▸ **Exercise**
Pull out each line of the records holding the string "label".
*** Stored data Section Begins ***
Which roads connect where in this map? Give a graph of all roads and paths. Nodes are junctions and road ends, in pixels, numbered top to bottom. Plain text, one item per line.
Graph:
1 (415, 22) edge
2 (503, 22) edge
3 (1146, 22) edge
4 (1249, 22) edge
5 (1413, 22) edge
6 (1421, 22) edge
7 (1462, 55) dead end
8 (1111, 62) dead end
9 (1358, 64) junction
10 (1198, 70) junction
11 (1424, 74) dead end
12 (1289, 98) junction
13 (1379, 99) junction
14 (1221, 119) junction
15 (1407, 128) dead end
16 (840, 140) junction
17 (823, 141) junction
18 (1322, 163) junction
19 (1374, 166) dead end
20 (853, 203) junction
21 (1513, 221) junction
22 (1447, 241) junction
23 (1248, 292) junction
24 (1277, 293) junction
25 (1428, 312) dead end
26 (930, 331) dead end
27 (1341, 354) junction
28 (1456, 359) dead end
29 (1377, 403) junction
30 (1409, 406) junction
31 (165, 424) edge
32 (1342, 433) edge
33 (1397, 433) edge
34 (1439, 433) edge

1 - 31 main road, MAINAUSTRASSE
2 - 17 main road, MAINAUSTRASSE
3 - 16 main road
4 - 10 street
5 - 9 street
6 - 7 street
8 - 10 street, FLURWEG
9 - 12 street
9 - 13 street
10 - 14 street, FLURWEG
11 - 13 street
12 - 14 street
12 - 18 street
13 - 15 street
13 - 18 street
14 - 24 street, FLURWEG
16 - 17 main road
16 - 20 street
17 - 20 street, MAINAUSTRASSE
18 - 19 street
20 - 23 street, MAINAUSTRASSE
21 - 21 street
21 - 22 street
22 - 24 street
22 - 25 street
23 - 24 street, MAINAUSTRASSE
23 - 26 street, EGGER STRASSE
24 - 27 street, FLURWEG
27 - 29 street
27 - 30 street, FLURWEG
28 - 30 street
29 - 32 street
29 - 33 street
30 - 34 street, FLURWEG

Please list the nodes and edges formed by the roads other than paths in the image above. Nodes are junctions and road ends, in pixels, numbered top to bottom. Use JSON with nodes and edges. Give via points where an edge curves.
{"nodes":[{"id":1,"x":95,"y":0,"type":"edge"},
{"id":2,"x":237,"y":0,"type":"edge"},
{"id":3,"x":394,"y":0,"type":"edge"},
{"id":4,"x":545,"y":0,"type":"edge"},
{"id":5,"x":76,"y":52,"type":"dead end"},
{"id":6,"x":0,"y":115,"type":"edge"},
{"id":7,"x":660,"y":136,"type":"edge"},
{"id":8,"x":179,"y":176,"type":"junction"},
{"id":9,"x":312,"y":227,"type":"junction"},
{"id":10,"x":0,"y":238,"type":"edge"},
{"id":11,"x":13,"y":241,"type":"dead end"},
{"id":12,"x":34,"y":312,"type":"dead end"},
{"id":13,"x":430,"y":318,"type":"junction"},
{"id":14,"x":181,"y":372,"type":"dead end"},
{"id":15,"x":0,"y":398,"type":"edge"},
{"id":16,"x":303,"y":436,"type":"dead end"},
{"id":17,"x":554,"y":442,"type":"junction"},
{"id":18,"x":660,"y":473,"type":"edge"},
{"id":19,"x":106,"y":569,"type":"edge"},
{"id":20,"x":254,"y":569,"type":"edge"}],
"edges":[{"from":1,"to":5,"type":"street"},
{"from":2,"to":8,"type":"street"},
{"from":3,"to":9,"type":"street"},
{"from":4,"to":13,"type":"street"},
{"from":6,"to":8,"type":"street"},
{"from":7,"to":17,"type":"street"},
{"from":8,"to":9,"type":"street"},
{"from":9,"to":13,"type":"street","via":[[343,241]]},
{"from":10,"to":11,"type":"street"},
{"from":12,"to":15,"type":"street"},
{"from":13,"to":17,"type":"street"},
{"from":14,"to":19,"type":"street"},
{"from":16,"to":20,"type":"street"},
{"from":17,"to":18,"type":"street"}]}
*** Stored data Section Ends ***
*** Stored data Section Begins ***
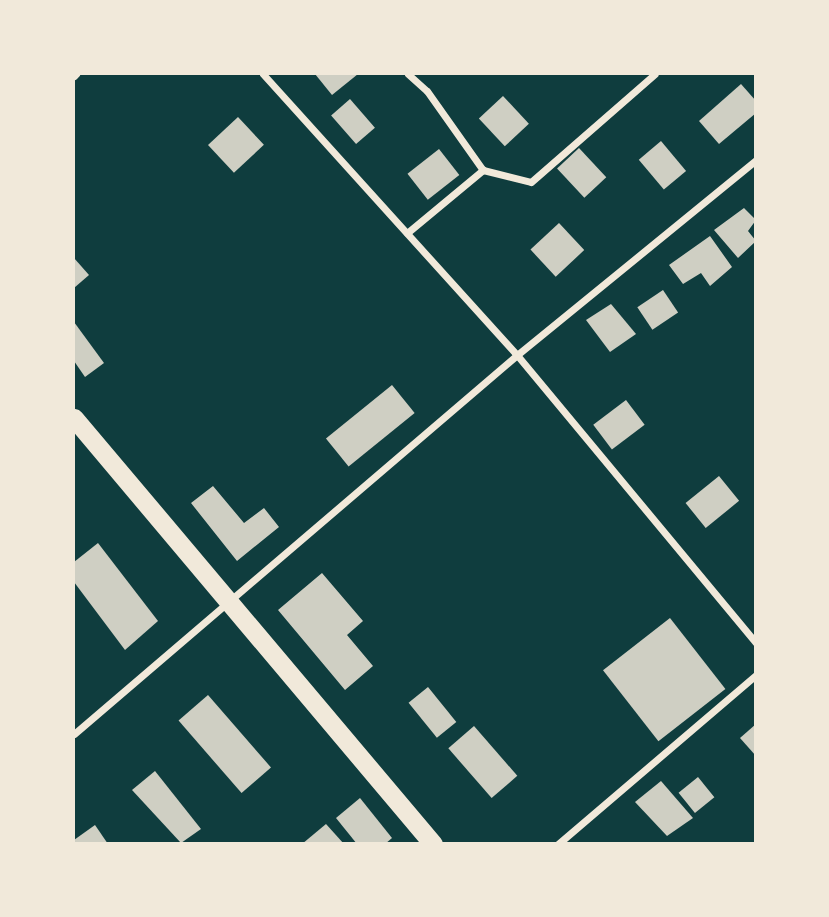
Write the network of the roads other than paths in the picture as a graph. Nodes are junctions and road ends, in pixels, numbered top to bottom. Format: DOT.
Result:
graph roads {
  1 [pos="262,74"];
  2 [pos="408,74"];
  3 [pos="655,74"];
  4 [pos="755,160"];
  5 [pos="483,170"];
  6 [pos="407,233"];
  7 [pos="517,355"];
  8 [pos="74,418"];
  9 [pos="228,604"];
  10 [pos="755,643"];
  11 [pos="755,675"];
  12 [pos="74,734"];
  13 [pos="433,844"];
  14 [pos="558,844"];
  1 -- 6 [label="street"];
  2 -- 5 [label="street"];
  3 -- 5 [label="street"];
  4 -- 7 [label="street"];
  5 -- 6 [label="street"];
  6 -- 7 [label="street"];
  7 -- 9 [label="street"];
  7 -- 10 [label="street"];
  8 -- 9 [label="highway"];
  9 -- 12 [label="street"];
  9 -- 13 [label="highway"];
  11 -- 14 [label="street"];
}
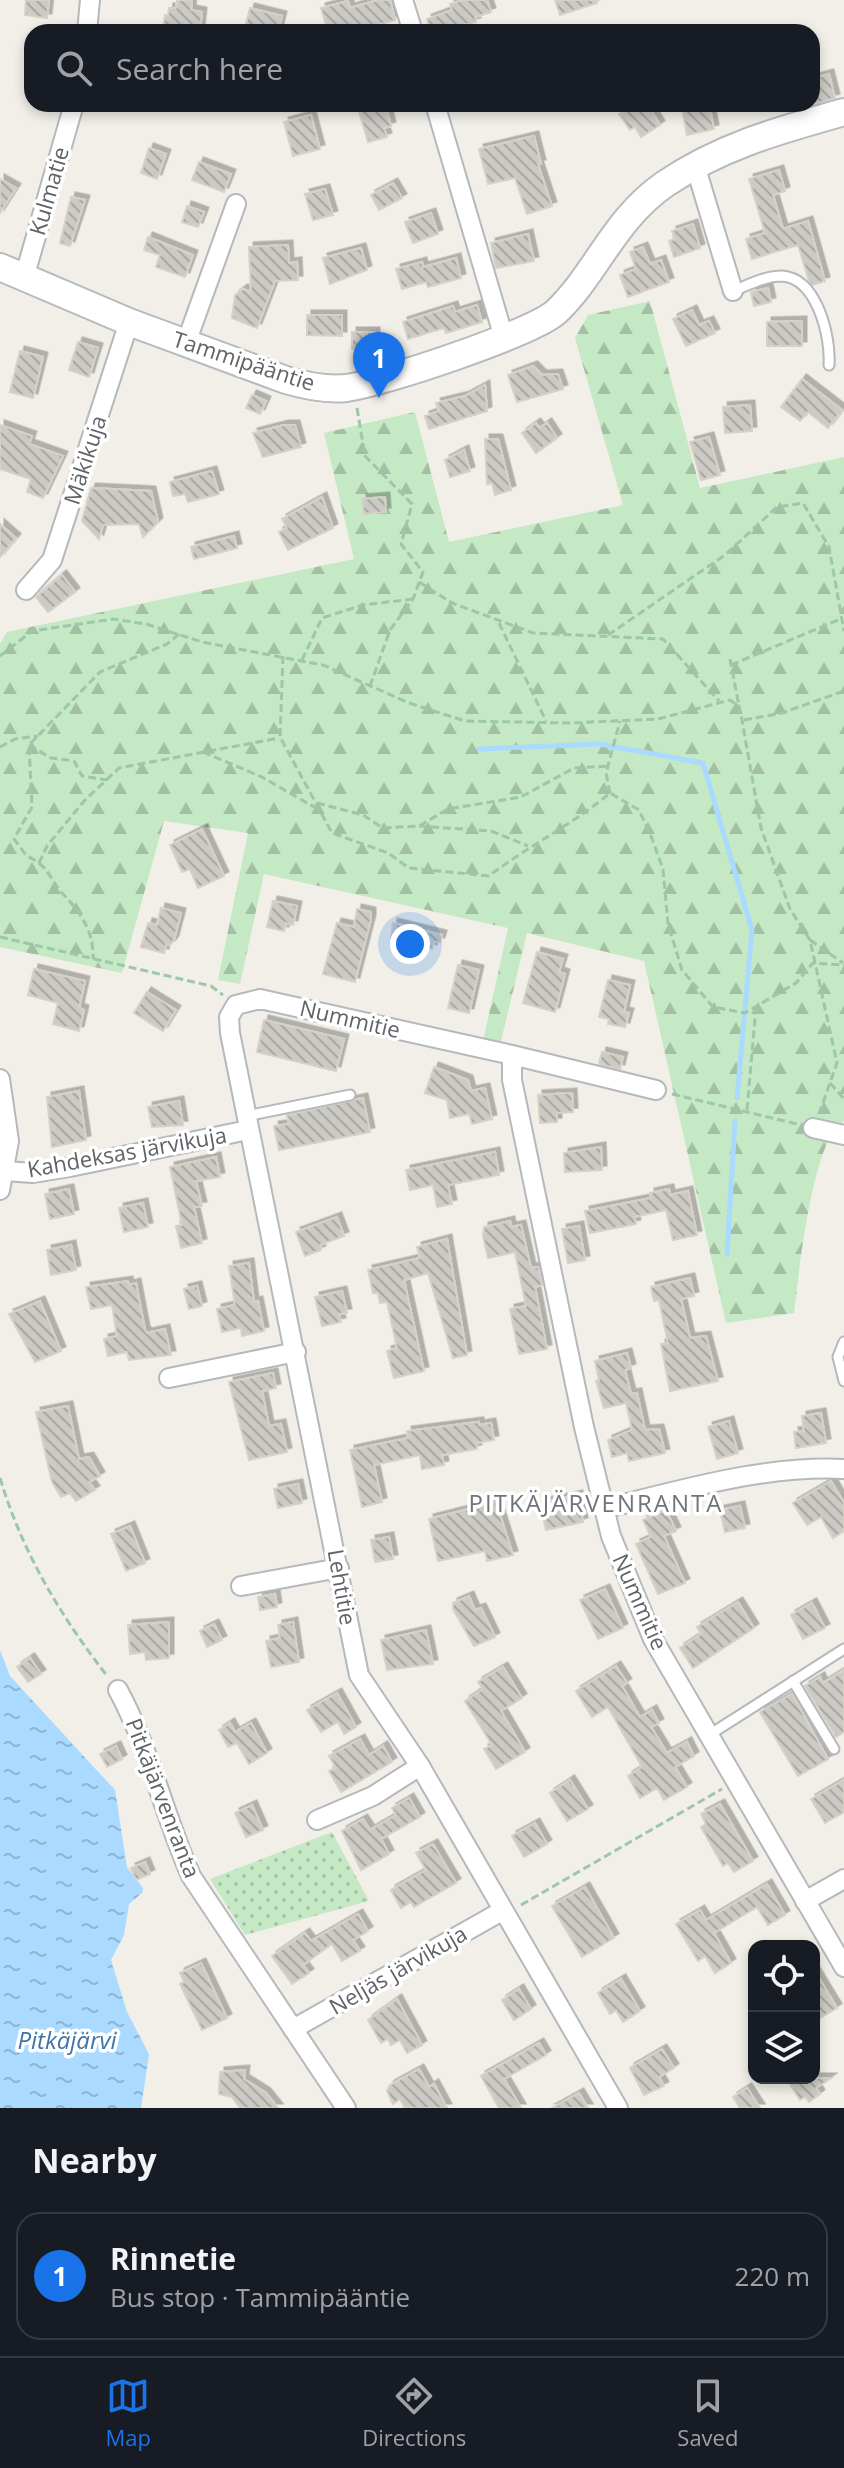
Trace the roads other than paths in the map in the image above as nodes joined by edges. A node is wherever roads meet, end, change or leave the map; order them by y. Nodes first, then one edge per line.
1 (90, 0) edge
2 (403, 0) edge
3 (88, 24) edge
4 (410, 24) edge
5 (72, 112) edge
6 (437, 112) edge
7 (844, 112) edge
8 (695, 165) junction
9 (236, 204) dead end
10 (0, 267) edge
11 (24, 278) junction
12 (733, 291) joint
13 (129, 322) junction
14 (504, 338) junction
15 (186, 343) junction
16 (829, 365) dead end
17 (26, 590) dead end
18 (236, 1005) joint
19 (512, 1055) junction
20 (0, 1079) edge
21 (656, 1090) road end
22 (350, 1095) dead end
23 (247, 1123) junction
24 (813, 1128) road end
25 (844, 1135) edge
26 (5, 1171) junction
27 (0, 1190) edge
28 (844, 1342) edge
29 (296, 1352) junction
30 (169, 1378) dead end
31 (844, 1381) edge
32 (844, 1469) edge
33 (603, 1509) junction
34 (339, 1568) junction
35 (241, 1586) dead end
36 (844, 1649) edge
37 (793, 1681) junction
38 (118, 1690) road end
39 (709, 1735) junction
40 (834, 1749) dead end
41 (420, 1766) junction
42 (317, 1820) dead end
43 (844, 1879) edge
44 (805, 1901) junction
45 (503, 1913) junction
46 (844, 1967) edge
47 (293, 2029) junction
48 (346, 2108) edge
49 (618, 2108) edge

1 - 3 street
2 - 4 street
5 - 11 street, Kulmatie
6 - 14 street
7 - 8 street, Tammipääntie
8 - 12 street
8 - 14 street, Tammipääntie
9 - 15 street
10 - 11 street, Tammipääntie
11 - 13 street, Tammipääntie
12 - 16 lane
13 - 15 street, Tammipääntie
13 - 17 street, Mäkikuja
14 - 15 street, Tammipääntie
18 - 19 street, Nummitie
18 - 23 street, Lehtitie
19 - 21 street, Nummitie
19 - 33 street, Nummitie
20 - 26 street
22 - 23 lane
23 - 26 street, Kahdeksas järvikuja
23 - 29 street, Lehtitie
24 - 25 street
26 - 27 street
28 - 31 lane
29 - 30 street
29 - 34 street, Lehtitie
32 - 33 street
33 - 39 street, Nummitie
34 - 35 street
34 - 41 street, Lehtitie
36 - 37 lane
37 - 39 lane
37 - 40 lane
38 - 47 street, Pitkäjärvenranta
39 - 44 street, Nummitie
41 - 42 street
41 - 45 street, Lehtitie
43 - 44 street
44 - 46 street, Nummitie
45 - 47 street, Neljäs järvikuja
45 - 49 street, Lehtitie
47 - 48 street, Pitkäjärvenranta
*** Stored data Section Ends ***
▸ **Exercise response**
  1 -- 6 [label="street"];
  2 -- 5 [label="street"];
  3 -- 5 [label="street"];
  4 -- 7 [label="street"];
  5 -- 6 [label="street"];
  6 -- 7 [label="street"];
  7 -- 9 [label="street"];
  7 -- 10 [label="street"];
  8 -- 9 [label="highway"];
  9 -- 12 [label="street"];
  9 -- 13 [label="highway"];
  11 -- 14 [label="street"];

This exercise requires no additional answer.